### DESCRIPTION OF THE TASK
Scan the records below for the string "graph" and return every line where it appears.

======== RECORDS TO USE

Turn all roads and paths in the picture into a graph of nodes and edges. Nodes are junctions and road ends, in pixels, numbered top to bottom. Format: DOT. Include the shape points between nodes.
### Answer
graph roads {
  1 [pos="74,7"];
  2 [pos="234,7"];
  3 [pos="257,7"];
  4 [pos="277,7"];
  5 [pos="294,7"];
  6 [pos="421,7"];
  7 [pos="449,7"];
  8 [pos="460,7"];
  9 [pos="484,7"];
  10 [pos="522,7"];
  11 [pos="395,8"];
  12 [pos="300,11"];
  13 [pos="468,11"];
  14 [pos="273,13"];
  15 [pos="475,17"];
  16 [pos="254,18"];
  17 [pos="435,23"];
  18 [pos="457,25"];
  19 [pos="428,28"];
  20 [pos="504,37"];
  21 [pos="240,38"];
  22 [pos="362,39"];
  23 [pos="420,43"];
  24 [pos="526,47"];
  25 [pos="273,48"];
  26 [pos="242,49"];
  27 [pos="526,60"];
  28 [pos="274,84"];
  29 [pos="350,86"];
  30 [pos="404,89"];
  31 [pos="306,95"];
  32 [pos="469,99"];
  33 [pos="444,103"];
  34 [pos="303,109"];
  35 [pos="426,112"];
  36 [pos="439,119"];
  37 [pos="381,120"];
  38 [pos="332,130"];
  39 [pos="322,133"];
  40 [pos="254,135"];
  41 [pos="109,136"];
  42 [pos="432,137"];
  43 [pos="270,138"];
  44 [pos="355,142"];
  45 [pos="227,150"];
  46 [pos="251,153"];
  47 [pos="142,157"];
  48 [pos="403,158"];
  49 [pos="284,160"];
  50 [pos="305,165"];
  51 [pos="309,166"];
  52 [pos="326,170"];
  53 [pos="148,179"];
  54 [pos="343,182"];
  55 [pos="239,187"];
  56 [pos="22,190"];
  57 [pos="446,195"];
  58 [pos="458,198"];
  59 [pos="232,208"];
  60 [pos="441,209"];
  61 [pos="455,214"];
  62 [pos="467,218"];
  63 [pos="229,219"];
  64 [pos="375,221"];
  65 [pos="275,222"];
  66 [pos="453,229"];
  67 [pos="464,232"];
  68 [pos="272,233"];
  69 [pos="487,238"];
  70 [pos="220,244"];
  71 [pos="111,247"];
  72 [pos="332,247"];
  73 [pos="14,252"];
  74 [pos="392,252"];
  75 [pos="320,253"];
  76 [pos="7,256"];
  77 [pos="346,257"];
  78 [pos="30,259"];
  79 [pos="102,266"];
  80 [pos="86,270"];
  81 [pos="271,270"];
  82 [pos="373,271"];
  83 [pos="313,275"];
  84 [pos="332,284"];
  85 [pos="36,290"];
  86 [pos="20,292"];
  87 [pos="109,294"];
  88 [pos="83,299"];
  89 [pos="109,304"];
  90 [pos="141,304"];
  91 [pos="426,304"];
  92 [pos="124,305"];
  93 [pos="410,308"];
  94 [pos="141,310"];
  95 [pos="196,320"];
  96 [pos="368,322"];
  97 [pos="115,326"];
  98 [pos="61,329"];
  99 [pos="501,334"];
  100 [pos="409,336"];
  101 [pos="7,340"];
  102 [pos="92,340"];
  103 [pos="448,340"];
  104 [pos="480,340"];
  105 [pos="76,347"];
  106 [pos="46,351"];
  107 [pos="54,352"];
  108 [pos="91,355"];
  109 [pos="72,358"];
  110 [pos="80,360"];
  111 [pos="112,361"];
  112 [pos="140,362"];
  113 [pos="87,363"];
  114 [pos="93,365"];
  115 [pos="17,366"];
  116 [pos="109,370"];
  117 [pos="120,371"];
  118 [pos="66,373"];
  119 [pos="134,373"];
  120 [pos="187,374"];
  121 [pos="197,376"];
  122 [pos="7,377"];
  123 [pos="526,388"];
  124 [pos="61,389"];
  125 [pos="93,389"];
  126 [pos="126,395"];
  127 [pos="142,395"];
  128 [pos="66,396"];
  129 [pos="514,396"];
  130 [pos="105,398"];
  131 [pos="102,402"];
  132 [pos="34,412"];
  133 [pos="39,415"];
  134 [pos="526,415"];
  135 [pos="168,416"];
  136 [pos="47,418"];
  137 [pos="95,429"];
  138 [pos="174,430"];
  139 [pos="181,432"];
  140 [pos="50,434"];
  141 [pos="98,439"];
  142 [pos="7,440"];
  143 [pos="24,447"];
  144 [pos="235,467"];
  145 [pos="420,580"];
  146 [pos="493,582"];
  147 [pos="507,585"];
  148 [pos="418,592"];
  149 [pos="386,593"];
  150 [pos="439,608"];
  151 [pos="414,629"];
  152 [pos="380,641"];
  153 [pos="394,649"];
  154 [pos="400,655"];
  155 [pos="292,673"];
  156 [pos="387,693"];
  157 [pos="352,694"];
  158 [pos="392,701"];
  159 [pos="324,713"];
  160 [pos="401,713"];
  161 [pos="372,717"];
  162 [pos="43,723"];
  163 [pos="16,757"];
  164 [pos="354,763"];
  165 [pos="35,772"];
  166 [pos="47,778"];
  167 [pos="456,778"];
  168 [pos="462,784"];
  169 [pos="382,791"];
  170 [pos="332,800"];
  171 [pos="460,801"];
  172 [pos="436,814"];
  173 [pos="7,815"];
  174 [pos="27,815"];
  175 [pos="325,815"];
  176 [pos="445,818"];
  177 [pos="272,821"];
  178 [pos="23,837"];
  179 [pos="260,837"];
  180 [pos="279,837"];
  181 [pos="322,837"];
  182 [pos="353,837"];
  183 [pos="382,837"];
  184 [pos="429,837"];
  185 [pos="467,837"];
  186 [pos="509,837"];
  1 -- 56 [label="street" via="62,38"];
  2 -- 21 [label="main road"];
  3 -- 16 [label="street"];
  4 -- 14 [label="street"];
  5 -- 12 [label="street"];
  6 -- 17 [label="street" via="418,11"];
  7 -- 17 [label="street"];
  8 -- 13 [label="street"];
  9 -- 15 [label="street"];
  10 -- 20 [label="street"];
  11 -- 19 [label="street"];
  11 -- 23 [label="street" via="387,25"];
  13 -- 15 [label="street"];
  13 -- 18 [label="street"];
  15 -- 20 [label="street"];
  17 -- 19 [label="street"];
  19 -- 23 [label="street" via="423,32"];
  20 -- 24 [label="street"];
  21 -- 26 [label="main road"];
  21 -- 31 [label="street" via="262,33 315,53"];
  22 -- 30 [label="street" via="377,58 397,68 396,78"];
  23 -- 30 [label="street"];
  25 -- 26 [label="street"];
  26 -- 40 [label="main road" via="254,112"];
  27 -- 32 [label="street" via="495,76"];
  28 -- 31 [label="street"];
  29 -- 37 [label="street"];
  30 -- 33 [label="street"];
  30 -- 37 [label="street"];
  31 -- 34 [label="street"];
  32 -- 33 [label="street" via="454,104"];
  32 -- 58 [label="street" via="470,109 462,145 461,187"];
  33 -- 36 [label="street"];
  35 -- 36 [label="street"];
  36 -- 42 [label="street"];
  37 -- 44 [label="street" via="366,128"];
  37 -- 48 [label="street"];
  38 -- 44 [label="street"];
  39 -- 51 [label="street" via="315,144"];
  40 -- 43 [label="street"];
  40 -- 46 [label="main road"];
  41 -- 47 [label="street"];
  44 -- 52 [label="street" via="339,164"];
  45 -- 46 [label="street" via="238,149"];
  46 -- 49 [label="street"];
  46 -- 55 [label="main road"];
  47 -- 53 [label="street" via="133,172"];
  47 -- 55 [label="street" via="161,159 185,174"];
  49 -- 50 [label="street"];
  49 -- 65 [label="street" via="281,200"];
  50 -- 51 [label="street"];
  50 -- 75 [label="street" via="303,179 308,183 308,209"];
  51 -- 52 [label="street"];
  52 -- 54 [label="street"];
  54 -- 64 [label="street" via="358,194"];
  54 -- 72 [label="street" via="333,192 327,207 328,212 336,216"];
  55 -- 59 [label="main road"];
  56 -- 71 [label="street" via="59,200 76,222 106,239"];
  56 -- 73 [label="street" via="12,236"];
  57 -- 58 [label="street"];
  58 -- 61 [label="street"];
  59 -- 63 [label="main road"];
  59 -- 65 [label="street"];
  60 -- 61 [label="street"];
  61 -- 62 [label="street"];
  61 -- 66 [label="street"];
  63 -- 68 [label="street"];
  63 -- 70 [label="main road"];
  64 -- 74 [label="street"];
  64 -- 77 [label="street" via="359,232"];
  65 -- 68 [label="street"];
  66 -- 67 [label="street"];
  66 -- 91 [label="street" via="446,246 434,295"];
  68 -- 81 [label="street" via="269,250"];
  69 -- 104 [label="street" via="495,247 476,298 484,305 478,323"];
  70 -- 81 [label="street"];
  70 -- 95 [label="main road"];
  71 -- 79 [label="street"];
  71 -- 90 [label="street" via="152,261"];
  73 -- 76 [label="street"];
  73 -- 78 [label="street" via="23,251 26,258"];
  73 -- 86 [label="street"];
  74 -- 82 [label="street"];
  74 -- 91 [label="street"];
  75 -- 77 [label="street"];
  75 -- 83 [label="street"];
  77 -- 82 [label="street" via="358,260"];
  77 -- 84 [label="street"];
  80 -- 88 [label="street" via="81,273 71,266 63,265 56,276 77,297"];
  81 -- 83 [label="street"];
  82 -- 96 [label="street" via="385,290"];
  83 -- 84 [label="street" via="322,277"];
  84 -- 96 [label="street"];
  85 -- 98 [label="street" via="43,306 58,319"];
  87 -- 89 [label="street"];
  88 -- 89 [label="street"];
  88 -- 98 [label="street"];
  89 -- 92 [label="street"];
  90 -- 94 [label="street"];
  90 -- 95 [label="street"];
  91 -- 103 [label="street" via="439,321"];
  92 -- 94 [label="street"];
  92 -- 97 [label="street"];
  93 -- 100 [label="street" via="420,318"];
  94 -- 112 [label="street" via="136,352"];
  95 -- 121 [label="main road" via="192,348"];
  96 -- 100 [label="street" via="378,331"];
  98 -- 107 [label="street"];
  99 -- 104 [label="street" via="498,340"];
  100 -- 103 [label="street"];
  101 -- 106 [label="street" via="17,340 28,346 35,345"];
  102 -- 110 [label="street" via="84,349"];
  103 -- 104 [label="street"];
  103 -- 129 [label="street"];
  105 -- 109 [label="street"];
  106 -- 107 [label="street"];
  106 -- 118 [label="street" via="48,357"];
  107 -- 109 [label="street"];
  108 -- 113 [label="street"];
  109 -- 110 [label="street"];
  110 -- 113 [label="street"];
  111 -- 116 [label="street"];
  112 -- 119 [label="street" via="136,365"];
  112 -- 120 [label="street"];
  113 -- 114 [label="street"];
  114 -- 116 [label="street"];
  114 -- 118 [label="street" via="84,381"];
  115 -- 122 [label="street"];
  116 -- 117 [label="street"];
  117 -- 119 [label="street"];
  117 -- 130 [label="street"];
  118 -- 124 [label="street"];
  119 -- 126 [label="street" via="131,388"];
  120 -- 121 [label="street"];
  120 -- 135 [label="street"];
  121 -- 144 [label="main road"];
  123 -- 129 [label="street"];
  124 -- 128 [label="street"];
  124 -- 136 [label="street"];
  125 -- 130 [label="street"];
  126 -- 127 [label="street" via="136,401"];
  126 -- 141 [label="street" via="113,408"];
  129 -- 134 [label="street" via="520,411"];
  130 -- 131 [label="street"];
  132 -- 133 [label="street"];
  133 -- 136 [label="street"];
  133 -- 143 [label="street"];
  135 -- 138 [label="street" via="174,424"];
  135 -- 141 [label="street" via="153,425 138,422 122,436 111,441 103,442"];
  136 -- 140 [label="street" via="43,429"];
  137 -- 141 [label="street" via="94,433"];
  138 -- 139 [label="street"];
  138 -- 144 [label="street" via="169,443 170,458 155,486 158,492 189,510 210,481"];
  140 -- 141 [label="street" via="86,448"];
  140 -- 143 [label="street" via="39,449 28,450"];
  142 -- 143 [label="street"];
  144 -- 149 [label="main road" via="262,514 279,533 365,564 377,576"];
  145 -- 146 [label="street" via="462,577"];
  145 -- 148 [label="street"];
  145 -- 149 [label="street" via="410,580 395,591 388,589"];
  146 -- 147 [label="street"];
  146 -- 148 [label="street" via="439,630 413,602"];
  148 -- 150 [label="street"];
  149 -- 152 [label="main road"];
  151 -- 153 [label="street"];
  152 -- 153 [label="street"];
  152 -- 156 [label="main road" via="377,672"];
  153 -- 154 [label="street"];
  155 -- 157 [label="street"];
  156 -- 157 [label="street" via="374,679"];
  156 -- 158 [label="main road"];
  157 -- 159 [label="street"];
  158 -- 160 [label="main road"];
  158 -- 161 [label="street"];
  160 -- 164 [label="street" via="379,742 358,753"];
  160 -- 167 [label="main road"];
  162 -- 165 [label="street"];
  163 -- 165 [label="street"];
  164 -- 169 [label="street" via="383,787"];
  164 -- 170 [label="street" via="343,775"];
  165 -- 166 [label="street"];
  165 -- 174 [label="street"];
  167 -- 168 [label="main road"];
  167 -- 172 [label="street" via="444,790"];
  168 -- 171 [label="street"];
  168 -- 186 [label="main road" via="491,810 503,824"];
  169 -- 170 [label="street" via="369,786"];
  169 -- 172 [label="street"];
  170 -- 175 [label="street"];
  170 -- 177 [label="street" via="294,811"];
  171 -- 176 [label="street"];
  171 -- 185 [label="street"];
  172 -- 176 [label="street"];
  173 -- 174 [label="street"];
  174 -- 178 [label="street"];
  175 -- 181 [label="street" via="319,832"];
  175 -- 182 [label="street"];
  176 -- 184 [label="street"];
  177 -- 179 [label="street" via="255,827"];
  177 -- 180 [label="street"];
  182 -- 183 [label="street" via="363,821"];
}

================

### REPLY
Turn all roads and paths in the picture into a graph of nodes and edges. Nodes are junctions and road ends, in pixels, numbered top to bottom. Format: DOT. Include the shape points between nodes.
graph roads {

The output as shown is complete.